For his entire life, Sam Harris has always been a helper. In middle school, he’d spend his free time helping others in both social and academic situations, from sorting out disagreements between fellow students to assisting teachers while mentoring peers during after-school programming. Today, Mr. Harris continues his passion for helping people, a help underscored by a belief in the power of connection — the ability to use open communication to solve problems and transcend differences.

Mr. Harris attended Mollison Elementary School, a public school located in Bronzeville. Despite always collaborating with peers and teachers, he hated school. He felt discouraged by it, unmotivated by the harsh, authoritative words of the adults in his life. 

“Everything was pressure. All the teachers were like, ‘You need to do this, you need to do that.’ You’re not going to be anything in life,” Mr. Harris said. “So when you’re dealing with that pressure and then you have other things going on in your life, school discourages you.”
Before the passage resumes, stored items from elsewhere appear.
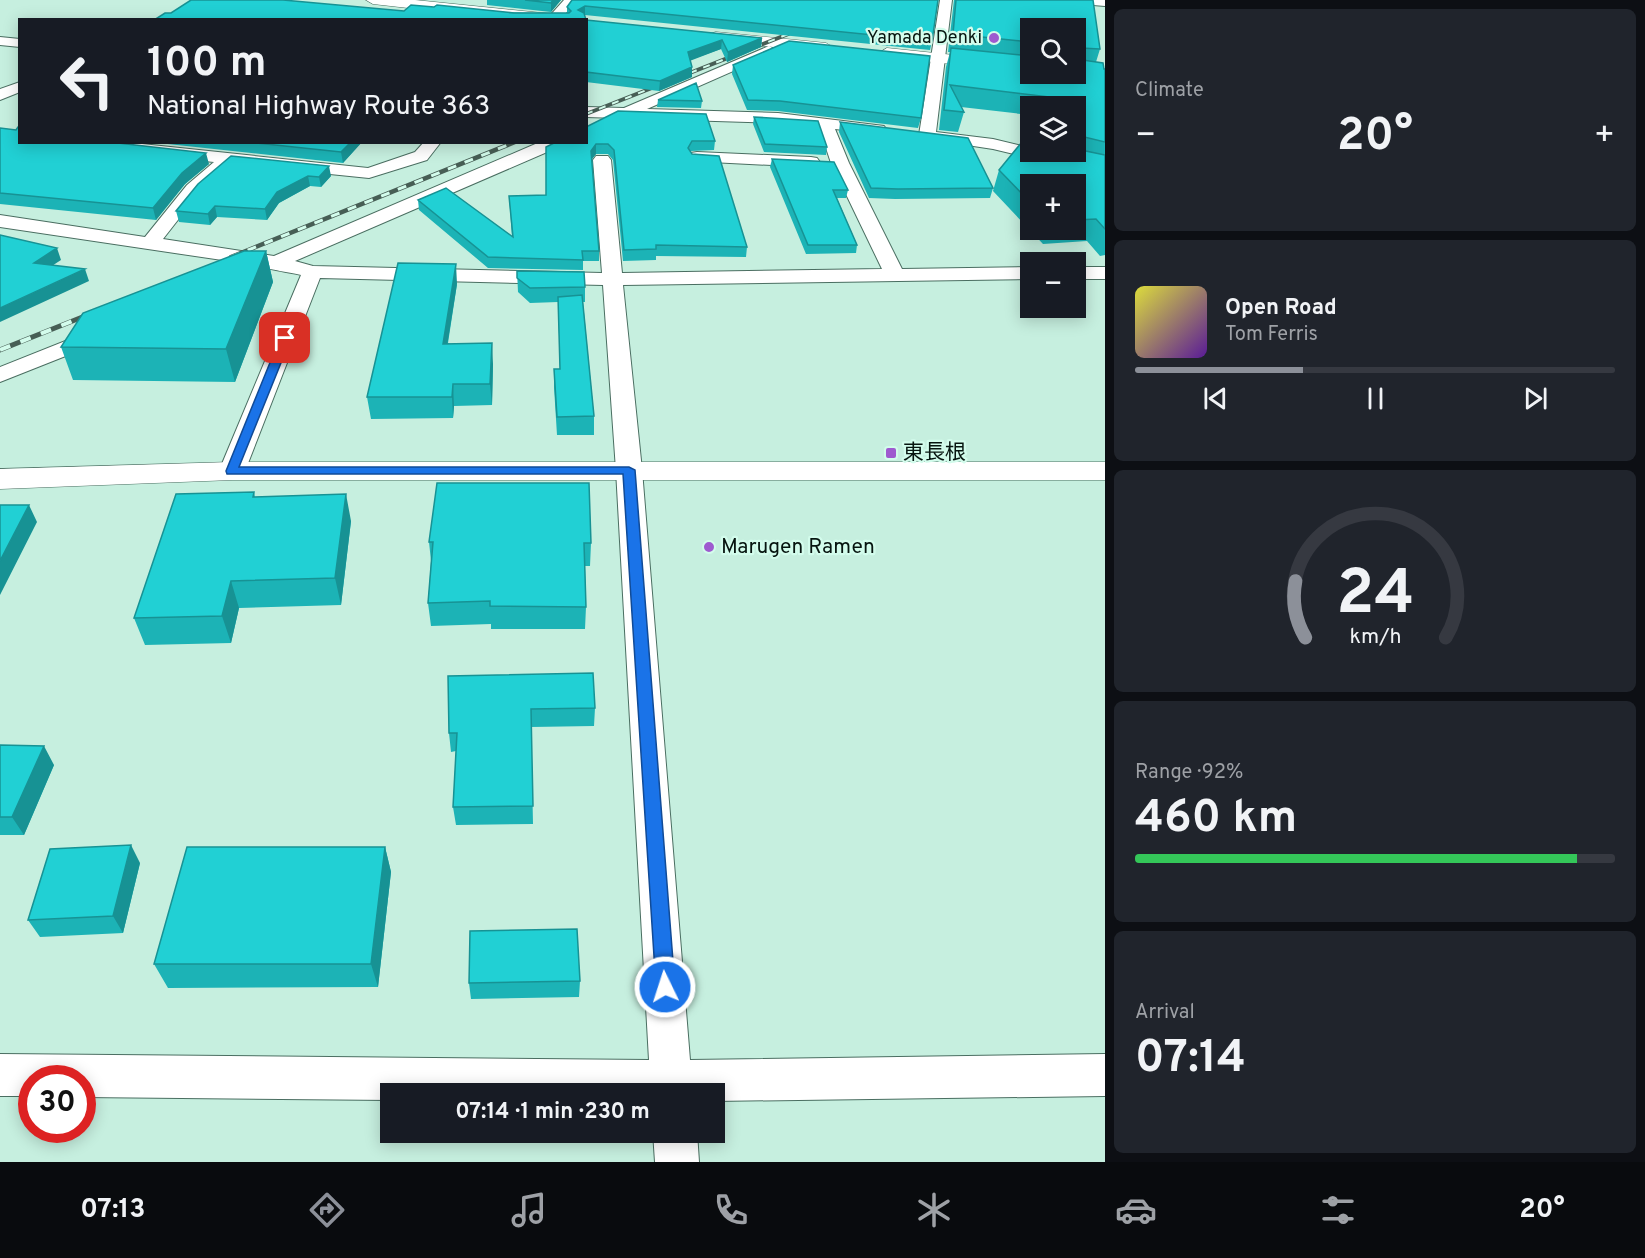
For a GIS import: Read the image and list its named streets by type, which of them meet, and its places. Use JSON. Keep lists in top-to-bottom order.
{
  "places": {
    "other": ["Yamada Denki", "Marugen Ramen"],
    "transit": ["東長根"]
  },
  "page": {
    "tile": [
      "Climate",
      ["Range · 92%", "460 km"],
      ["Arrival", "07:14"]
    ],
    "map_buttons": ["+", "−"],
    "turn": ["100 m", "National Highway Route 363"],
    "heat": ["−", "20°", "+"],
    "song": ["Open Road", "Tom Ferris"],
    "limit": "30",
    "trip": "07:14 · 1 min · 230 m",
    "tabs": ["07:13", "20°"],
    "gauge": ["24", "km/h"]
  }
}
He noticed this among his peers as well. This is what prompted him to pursue the line of work he’s spent a large part of his life: He wanted to find a better way to communicate.

“I had to change my whole thought process,” Mr. Harris said. “I was making myself mad, because I was not changing what I was doing. It goes back to communication — talking, having an open mind to other things.”
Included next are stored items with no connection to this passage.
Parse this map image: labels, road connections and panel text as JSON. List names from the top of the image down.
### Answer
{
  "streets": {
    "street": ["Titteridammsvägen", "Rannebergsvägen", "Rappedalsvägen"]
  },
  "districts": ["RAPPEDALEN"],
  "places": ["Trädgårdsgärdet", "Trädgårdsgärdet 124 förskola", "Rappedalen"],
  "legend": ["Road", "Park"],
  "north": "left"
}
Mr. Harris has worked for the Department of Safety Services for the University of Chicago Police for 17 years. His first role was at the Booth School of Business, where he’d spend his days in the student common area starting conversations between students.

“Instead of everybody being close to each other, they were very far apart,” Mr. Harris said. “One would be sitting and one standing, so I’d come around. Then they both would speak and talk and that’s how they got the sense to talk with one another.”
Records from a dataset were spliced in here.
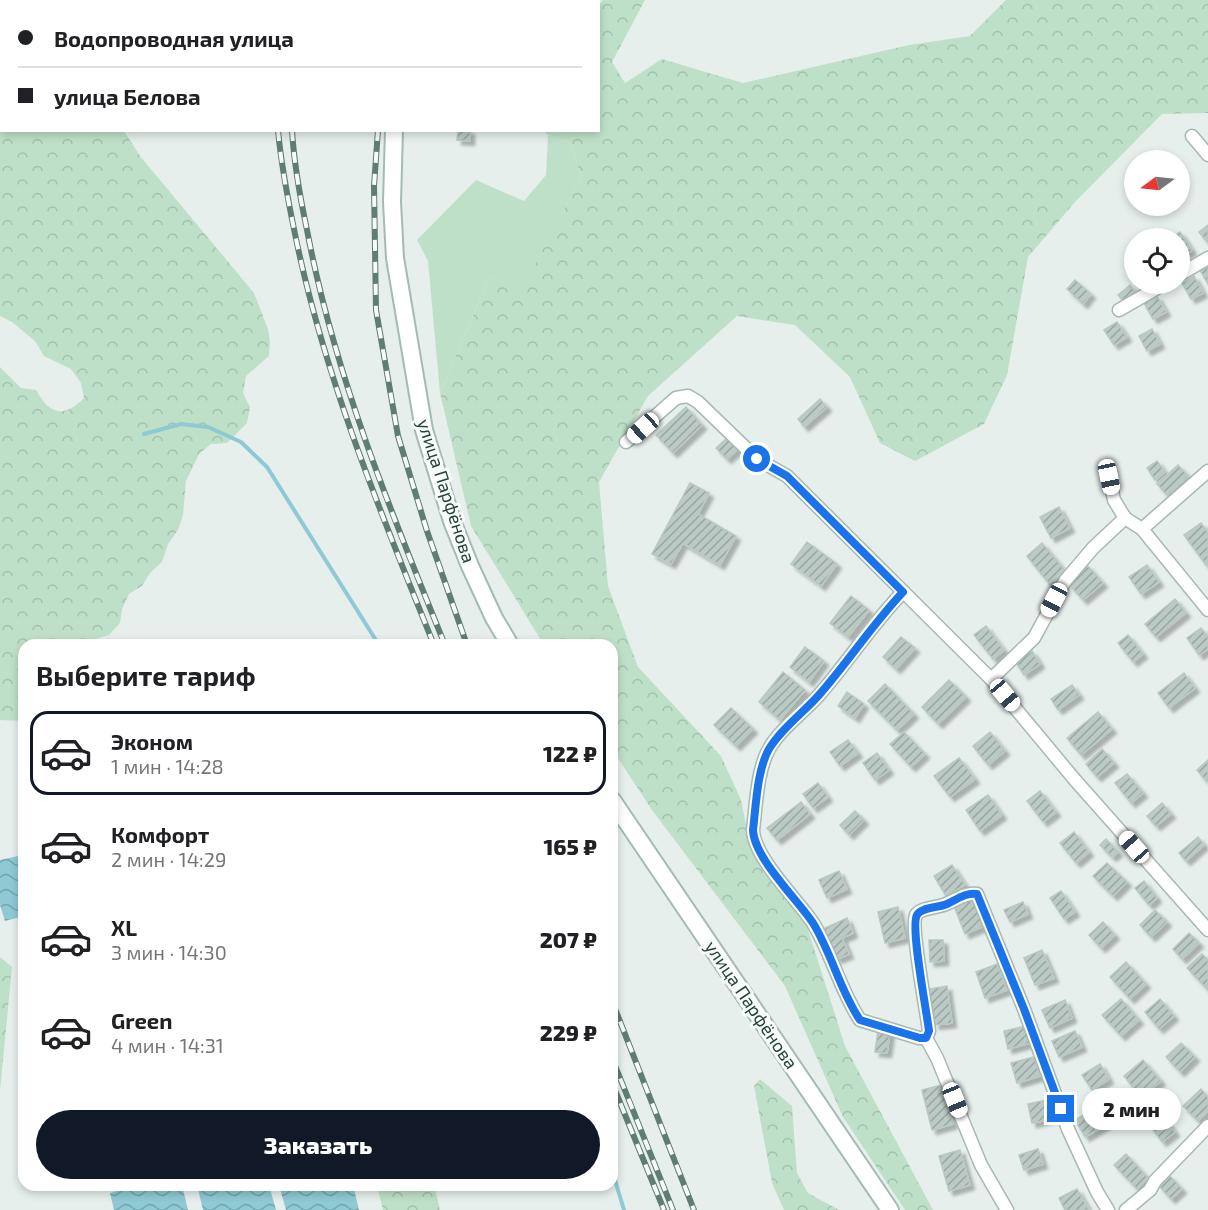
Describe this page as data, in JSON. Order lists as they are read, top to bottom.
{
  "streets": {
    "main road": ["улица Парфёнова"]
  },
  "north": "left",
  "page": {
    "banner": ["Водопроводная улица", "улица Белова"],
    "heading": "Выберите тариф",
    "list": [
      {
        "name": "Эконом",
        "note": "1 мин · 14:28",
        "value": "122 ₽"
      },
      {
        "name": "Комфорт",
        "note": "2 мин · 14:29",
        "value": "165 ₽"
      },
      {
        "name": "XL",
        "note": "3 мин · 14:30",
        "value": "207 ₽"
      },
      {
        "name": "Green",
        "note": "4 мин · 14:31",
        "value": "229 ₽"
      }
    ],
    "bubble": "2 мин",
    "buttons": "Заказать"
  }
}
Such interactions showed Mr. Harris he wanted to address these problems with younger ages, so he transitioned to being a security guard at the Laboratory Schools. He worked in Blaine Hall greeting families and young students, always insisting they refer to him by his first name.

“Sam would make it a point to speak to everybody,” said Sari Weichbrodt, a friend and former Lab parent. “He would do it in a way that was friendly, approachable, nonjudgmental. I think that newer parents or families to the school would notice that everyone talks to Sam.”

Since 2019, Mr. Harris has worked a few blocks away as the supervisor of community service officers at the UChicago Woodlawn Charter School. He enjoys it because he relates to the students he serves.

“I think it’s fulfilling. A lot of them start off going to school because their parents tell them to go to school,” Mr. Harris said. “As they stay here, and I talk and communicate with them, they go to school for themselves.”

Mr. Harris spends his days bonding and interacting with those around him, something he’s carried with him throughout his entire life. This is what has made him such an impactful member in the Lab, Hyde Park and South Side communities.

“Sam Harris is a person who loves people. He really does,” said Ms. Weichbrodt. “It really is, I think, the defining feature of Sam.”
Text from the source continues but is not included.